- **Information given**
++++++++++
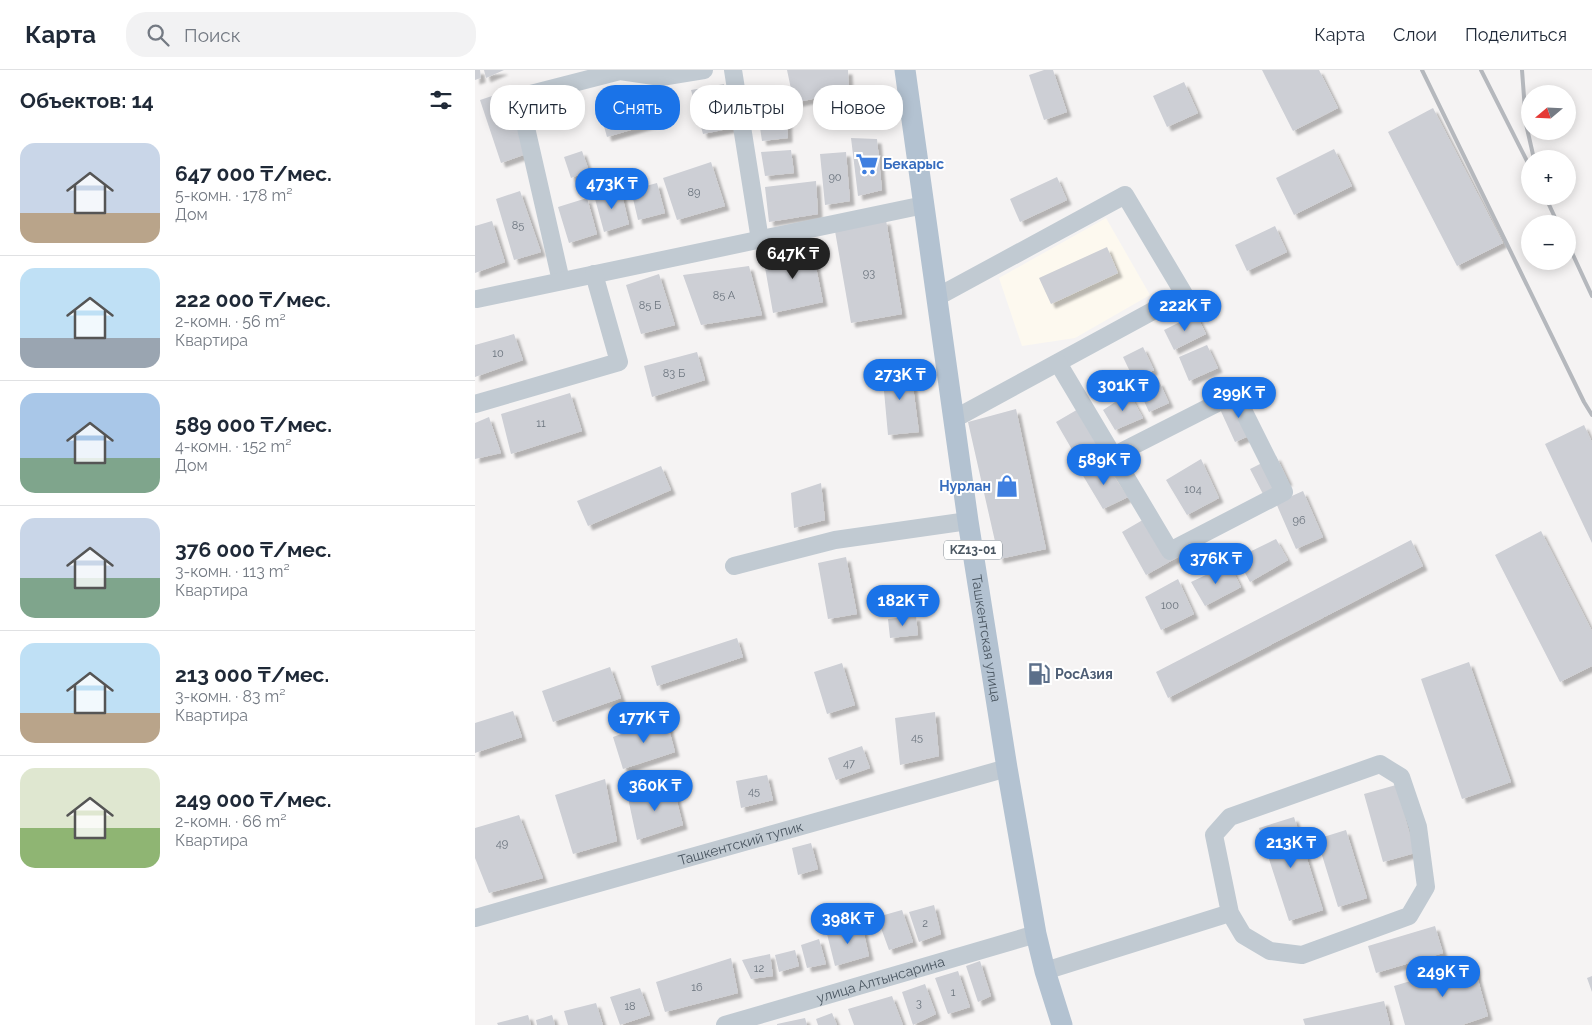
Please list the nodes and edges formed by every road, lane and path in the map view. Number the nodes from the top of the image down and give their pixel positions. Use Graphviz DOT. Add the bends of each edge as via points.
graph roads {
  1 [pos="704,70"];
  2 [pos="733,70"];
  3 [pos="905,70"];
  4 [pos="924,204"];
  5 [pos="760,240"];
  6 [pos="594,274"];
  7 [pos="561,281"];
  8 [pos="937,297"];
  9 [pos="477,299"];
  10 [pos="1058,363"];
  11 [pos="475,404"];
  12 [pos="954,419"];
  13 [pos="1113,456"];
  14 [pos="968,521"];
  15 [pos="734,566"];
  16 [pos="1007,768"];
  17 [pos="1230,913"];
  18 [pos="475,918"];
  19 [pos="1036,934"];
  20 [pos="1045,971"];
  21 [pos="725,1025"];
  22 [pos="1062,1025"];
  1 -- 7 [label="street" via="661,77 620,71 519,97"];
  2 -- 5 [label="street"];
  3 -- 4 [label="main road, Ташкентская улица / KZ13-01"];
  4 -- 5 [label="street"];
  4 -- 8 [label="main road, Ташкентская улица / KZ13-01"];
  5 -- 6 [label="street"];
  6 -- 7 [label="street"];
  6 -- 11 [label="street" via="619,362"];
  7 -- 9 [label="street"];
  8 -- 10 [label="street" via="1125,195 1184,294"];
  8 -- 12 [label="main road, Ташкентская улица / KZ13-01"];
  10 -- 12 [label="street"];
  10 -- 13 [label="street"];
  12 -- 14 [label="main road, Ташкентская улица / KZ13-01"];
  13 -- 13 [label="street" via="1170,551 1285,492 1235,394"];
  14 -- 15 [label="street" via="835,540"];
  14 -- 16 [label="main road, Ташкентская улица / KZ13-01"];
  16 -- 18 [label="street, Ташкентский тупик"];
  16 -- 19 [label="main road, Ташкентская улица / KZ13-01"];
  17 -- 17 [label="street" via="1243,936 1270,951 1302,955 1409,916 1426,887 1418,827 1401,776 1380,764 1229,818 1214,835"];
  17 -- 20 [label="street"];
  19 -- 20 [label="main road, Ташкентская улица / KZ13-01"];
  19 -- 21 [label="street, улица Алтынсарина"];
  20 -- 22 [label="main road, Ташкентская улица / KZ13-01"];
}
++++++++++
- **What the task asks**
Repeat all the records above exactly, leaving out any pictures.

- **Expected answer**
Please list the nodes and edges formed by every road, lane and path in the map view. Number the nodes from the top of the image down and give their pixel positions. Use Graphviz DOT. Add the bends of each edge as via points.
graph roads {
  1 [pos="704,70"];
  2 [pos="733,70"];
  3 [pos="905,70"];
  4 [pos="924,204"];
  5 [pos="760,240"];
  6 [pos="594,274"];
  7 [pos="561,281"];
  8 [pos="937,297"];
  9 [pos="477,299"];
  10 [pos="1058,363"];
  11 [pos="475,404"];
  12 [pos="954,419"];
  13 [pos="1113,456"];
  14 [pos="968,521"];
  15 [pos="734,566"];
  16 [pos="1007,768"];
  17 [pos="1230,913"];
  18 [pos="475,918"];
  19 [pos="1036,934"];
  20 [pos="1045,971"];
  21 [pos="725,1025"];
  22 [pos="1062,1025"];
  1 -- 7 [label="street" via="661,77 620,71 519,97"];
  2 -- 5 [label="street"];
  3 -- 4 [label="main road, Ташкентская улица / KZ13-01"];
  4 -- 5 [label="street"];
  4 -- 8 [label="main road, Ташкентская улица / KZ13-01"];
  5 -- 6 [label="street"];
  6 -- 7 [label="street"];
  6 -- 11 [label="street" via="619,362"];
  7 -- 9 [label="street"];
  8 -- 10 [label="street" via="1125,195 1184,294"];
  8 -- 12 [label="main road, Ташкентская улица / KZ13-01"];
  10 -- 12 [label="street"];
  10 -- 13 [label="street"];
  12 -- 14 [label="main road, Ташкентская улица / KZ13-01"];
  13 -- 13 [label="street" via="1170,551 1285,492 1235,394"];
  14 -- 15 [label="street" via="835,540"];
  14 -- 16 [label="main road, Ташкентская улица / KZ13-01"];
  16 -- 18 [label="street, Ташкентский тупик"];
  16 -- 19 [label="main road, Ташкентская улица / KZ13-01"];
  17 -- 17 [label="street" via="1243,936 1270,951 1302,955 1409,916 1426,887 1418,827 1401,776 1380,764 1229,818 1214,835"];
  17 -- 20 [label="street"];
  19 -- 20 [label="main road, Ташкентская улица / KZ13-01"];
  19 -- 21 [label="street, улица Алтынсарина"];
  20 -- 22 [label="main road, Ташкентская улица / KZ13-01"];
}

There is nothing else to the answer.